Friday, January 8, 2016

Eighty-Pound Pug, When Flowers Bloom in Baltimore, Alex Lozupone Project

Guitarist-leader-composer-conceptualist Alex Lozupone and his Eighty-Pound Pug project has been the subject of a review here about a month ago. Today another quite interesting album from him and Pug, When Flowers Bloom in Baltimore (self-released). It features a rather larger band live in New York City. The combined personnel is:

Alex Lozupone - guitar/bass

David Tamura - tenor

Paul Feitzinger - drums

Ayumi Ishito - soprano (+ tenor on two tracks)

Chris Bacas - alto

Borts Minorts - vocals (track 1)

Isaiah Richardson Jr - tenor, clarinet, harmonica

Eli Chalmer - trombone

Malcolm Hoyt - death vocals

Bruce Mack - vocals

Nick Kirshnit - trumpet

Julia Chen - keys

As before the backbone of the sound is Alex's metallic guitar riff-motives and free spacing moments.
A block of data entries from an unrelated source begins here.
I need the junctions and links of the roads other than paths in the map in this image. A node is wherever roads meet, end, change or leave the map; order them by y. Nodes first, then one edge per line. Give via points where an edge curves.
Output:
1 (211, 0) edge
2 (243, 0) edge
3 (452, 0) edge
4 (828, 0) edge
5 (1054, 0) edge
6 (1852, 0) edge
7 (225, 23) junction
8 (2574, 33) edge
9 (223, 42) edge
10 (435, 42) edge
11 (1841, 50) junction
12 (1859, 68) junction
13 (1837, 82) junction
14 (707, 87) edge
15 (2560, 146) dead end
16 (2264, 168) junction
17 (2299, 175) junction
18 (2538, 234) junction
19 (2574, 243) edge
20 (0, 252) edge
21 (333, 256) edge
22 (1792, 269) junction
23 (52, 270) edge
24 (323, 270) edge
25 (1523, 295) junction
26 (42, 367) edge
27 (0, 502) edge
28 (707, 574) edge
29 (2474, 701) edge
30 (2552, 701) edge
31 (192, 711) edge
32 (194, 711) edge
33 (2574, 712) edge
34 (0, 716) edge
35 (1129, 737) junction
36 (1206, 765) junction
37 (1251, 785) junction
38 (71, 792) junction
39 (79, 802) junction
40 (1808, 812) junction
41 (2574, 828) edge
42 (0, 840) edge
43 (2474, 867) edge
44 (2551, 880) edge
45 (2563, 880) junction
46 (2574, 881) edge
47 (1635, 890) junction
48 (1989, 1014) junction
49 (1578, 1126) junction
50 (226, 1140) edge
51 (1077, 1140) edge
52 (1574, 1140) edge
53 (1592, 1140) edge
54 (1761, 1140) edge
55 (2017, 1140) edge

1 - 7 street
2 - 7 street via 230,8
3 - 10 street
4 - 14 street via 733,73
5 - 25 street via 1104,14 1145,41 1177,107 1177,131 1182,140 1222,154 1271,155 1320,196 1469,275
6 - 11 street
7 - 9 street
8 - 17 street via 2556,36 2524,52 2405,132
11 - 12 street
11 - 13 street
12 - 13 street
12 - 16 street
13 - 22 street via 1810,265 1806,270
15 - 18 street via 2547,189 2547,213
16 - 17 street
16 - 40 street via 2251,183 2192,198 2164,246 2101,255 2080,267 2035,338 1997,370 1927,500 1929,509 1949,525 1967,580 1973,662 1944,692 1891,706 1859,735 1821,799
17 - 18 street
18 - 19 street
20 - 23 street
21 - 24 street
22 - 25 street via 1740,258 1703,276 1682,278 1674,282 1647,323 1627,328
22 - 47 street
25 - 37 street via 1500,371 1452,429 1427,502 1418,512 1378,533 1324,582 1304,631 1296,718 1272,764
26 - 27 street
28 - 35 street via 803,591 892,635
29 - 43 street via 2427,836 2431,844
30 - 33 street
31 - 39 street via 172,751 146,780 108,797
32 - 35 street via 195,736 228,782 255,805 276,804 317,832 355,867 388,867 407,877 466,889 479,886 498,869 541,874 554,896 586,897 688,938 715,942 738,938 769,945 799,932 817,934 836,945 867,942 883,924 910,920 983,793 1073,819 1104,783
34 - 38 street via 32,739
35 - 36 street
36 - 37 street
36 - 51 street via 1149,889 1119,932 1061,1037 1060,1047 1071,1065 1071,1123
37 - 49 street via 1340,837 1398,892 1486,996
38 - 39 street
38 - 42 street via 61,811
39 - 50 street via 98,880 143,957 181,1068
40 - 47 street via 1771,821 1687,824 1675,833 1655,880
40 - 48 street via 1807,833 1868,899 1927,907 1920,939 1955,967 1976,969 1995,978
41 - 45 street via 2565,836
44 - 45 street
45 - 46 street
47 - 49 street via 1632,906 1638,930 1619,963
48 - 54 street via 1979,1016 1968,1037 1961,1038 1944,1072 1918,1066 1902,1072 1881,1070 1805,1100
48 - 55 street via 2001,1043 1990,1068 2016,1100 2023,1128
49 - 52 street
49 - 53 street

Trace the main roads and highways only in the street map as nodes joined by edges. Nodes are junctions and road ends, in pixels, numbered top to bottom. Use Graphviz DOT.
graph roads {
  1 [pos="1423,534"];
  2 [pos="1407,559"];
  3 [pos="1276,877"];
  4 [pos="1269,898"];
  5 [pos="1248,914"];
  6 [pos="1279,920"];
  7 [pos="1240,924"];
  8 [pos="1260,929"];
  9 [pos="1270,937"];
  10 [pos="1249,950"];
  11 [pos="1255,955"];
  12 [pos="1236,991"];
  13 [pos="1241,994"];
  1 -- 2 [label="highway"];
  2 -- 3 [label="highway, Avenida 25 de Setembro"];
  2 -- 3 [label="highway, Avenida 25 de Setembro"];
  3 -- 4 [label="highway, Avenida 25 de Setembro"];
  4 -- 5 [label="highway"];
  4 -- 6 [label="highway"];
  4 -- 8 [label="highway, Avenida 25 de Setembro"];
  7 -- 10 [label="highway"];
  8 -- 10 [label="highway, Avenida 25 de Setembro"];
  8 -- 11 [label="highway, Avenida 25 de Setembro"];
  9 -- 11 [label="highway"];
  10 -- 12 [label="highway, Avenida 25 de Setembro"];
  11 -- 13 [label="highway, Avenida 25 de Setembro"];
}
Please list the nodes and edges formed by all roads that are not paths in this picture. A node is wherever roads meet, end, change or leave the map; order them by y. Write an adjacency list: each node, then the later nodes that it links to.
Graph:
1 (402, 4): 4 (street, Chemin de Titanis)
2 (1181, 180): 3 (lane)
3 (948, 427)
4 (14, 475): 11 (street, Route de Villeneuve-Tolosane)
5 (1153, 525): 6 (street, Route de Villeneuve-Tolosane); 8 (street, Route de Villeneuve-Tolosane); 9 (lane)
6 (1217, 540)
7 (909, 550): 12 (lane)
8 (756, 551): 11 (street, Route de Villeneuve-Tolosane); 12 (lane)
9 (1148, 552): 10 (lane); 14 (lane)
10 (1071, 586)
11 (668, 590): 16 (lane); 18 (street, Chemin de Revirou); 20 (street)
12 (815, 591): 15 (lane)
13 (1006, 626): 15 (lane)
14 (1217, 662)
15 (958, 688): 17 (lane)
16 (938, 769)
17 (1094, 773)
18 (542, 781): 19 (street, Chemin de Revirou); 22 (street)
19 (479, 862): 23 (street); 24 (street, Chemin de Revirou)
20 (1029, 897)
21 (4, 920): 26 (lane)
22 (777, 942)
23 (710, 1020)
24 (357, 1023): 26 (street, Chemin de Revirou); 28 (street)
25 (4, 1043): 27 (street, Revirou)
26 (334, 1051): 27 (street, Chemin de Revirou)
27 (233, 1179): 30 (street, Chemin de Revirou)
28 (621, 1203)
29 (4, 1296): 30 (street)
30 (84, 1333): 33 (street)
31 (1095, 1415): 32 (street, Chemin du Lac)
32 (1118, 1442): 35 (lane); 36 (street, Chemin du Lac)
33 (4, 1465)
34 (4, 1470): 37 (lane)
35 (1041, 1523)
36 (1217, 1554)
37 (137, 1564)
The rhythm section rocks loosely and the large contingent of horns has space to enter in freely and avantly. Bruce Mack's vocals (and Malcolm Hoyt's "death vocals") add an important element to the mix. Bruce Mack sounds like an evolved extension of Jack Bruce's vocal ways.

We get a full set of numbers that bring out the 80-Pound Pug sound in its full complexitity. It is a successful melding of extreme metal and free jazz, I suppose you could (and should) say.

The music comes together consistently for a fully outside brashness that after a few listens I have come to appreciate. There is nothing quite like it. The question for you is will you hear these confluences of avantness with an open mind? Both hard rock and avant jazz folks will find commonalities here if they are willing to give this noisy onslaught their sympathetic attention.

I must say that I am a convert, much as the first listen puzzled me. It hangs together as something without compromise, and uniquely insistent. Ultimately it convinced me as very worthy sound. Let your expectations go out the window and you may well find yourself digging this.